**DATASET ENTRIES:**
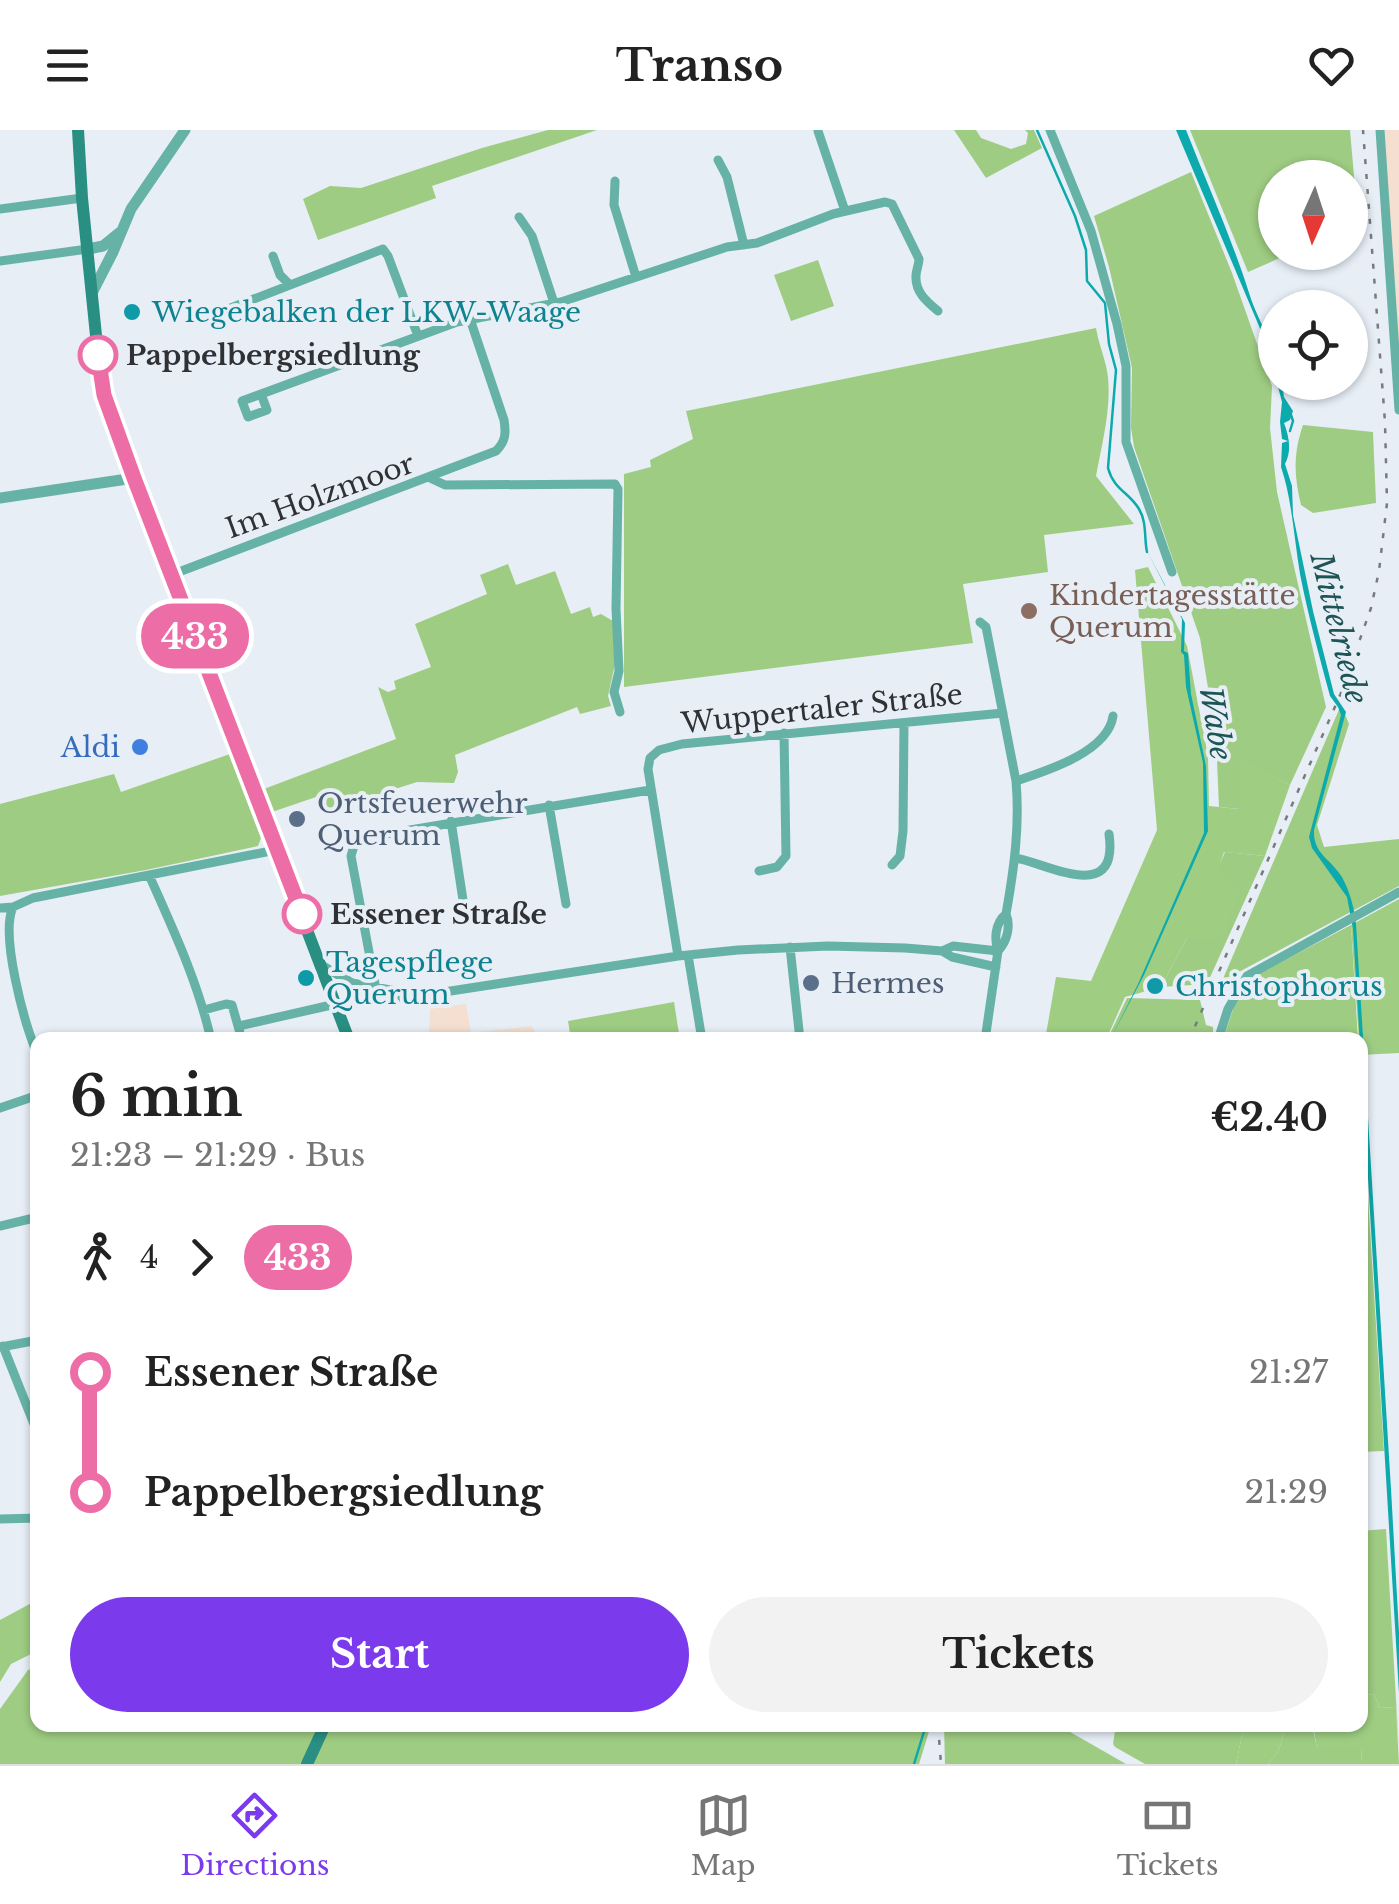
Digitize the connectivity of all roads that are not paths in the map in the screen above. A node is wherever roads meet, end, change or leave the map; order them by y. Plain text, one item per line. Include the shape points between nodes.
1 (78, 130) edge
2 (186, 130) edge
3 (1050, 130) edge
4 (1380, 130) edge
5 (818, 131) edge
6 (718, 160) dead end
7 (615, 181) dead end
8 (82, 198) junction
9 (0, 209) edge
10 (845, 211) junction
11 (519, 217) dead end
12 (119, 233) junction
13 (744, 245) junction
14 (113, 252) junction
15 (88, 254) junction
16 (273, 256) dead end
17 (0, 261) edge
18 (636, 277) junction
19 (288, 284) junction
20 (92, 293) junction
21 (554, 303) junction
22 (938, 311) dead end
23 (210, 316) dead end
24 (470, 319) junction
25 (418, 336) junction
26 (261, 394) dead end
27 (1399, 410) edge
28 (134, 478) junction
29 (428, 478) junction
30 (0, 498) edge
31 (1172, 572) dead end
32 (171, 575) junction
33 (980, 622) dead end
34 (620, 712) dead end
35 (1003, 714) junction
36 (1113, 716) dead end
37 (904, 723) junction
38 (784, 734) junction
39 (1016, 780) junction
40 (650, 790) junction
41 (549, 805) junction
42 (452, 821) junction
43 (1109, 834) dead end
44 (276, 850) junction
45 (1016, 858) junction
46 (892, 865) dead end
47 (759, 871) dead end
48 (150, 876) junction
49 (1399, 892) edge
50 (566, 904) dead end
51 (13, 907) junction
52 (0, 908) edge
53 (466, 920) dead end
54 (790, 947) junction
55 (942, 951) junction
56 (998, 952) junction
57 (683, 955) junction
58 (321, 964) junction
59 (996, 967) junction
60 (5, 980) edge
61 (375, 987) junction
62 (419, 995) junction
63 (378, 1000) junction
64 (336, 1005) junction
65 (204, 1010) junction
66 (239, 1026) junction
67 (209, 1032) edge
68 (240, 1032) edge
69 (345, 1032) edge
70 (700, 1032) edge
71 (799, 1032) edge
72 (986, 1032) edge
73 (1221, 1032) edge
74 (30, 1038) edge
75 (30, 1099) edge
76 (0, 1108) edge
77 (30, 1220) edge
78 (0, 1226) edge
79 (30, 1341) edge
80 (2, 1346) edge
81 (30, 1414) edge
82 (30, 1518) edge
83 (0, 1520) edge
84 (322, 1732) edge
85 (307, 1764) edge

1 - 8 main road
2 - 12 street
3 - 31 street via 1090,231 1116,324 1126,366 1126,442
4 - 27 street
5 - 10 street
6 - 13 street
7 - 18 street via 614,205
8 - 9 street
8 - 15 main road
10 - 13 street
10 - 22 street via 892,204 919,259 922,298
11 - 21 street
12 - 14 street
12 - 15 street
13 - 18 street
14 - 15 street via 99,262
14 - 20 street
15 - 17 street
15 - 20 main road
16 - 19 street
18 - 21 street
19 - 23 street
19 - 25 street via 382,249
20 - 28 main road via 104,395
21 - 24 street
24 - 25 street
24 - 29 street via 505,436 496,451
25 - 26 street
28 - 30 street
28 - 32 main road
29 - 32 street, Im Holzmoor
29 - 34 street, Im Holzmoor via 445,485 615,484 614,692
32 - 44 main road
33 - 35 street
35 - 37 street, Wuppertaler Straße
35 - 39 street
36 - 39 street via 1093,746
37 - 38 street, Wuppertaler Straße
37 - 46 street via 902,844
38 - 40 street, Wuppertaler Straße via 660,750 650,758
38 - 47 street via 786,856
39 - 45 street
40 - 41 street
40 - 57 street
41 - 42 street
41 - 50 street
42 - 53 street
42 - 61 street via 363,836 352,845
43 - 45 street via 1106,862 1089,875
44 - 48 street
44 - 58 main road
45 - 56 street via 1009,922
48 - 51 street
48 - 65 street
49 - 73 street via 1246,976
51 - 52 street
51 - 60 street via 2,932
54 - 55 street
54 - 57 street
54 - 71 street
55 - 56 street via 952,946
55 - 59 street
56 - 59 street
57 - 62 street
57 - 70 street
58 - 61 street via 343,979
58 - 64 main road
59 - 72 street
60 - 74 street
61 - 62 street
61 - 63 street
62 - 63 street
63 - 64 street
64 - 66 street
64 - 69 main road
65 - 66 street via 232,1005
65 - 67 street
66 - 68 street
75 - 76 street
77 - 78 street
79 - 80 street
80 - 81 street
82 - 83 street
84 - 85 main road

**WHAT IS NEEDED:** Repeat the records word for word. Leave out whatever pictures they hold.

**EXERCISE RESULT:**
Digitize the connectivity of all roads that are not paths in the map in the screen above. A node is wherever roads meet, end, change or leave the map; order them by y. Plain text, one item per line. Include the shape points between nodes.
1 (78, 130) edge
2 (186, 130) edge
3 (1050, 130) edge
4 (1380, 130) edge
5 (818, 131) edge
6 (718, 160) dead end
7 (615, 181) dead end
8 (82, 198) junction
9 (0, 209) edge
10 (845, 211) junction
11 (519, 217) dead end
12 (119, 233) junction
13 (744, 245) junction
14 (113, 252) junction
15 (88, 254) junction
16 (273, 256) dead end
17 (0, 261) edge
18 (636, 277) junction
19 (288, 284) junction
20 (92, 293) junction
21 (554, 303) junction
22 (938, 311) dead end
23 (210, 316) dead end
24 (470, 319) junction
25 (418, 336) junction
26 (261, 394) dead end
27 (1399, 410) edge
28 (134, 478) junction
29 (428, 478) junction
30 (0, 498) edge
31 (1172, 572) dead end
32 (171, 575) junction
33 (980, 622) dead end
34 (620, 712) dead end
35 (1003, 714) junction
36 (1113, 716) dead end
37 (904, 723) junction
38 (784, 734) junction
39 (1016, 780) junction
40 (650, 790) junction
41 (549, 805) junction
42 (452, 821) junction
43 (1109, 834) dead end
44 (276, 850) junction
45 (1016, 858) junction
46 (892, 865) dead end
47 (759, 871) dead end
48 (150, 876) junction
49 (1399, 892) edge
50 (566, 904) dead end
51 (13, 907) junction
52 (0, 908) edge
53 (466, 920) dead end
54 (790, 947) junction
55 (942, 951) junction
56 (998, 952) junction
57 (683, 955) junction
58 (321, 964) junction
59 (996, 967) junction
60 (5, 980) edge
61 (375, 987) junction
62 (419, 995) junction
63 (378, 1000) junction
64 (336, 1005) junction
65 (204, 1010) junction
66 (239, 1026) junction
67 (209, 1032) edge
68 (240, 1032) edge
69 (345, 1032) edge
70 (700, 1032) edge
71 (799, 1032) edge
72 (986, 1032) edge
73 (1221, 1032) edge
74 (30, 1038) edge
75 (30, 1099) edge
76 (0, 1108) edge
77 (30, 1220) edge
78 (0, 1226) edge
79 (30, 1341) edge
80 (2, 1346) edge
81 (30, 1414) edge
82 (30, 1518) edge
83 (0, 1520) edge
84 (322, 1732) edge
85 (307, 1764) edge

1 - 8 main road
2 - 12 street
3 - 31 street via 1090,231 1116,324 1126,366 1126,442
4 - 27 street
5 - 10 street
6 - 13 street
7 - 18 street via 614,205
8 - 9 street
8 - 15 main road
10 - 13 street
10 - 22 street via 892,204 919,259 922,298
11 - 21 street
12 - 14 street
12 - 15 street
13 - 18 street
14 - 15 street via 99,262
14 - 20 street
15 - 17 street
15 - 20 main road
16 - 19 street
18 - 21 street
19 - 23 street
19 - 25 street via 382,249
20 - 28 main road via 104,395
21 - 24 street
24 - 25 street
24 - 29 street via 505,436 496,451
25 - 26 street
28 - 30 street
28 - 32 main road
29 - 32 street, Im Holzmoor
29 - 34 street, Im Holzmoor via 445,485 615,484 614,692
32 - 44 main road
33 - 35 street
35 - 37 street, Wuppertaler Straße
35 - 39 street
36 - 39 street via 1093,746
37 - 38 street, Wuppertaler Straße
37 - 46 street via 902,844
38 - 40 street, Wuppertaler Straße via 660,750 650,758
38 - 47 street via 786,856
39 - 45 street
40 - 41 street
40 - 57 street
41 - 42 street
41 - 50 street
42 - 53 street
42 - 61 street via 363,836 352,845
43 - 45 street via 1106,862 1089,875
44 - 48 street
44 - 58 main road
45 - 56 street via 1009,922
48 - 51 street
48 - 65 street
49 - 73 street via 1246,976
51 - 52 street
51 - 60 street via 2,932
54 - 55 street
54 - 57 street
54 - 71 street
55 - 56 street via 952,946
55 - 59 street
56 - 59 street
57 - 62 street
57 - 70 street
58 - 61 street via 343,979
58 - 64 main road
59 - 72 street
60 - 74 street
61 - 62 street
61 - 63 street
62 - 63 street
63 - 64 street
64 - 66 street
64 - 69 main road
65 - 66 street via 232,1005
65 - 67 street
66 - 68 street
75 - 76 street
77 - 78 street
79 - 80 street
80 - 81 street
82 - 83 street
84 - 85 main road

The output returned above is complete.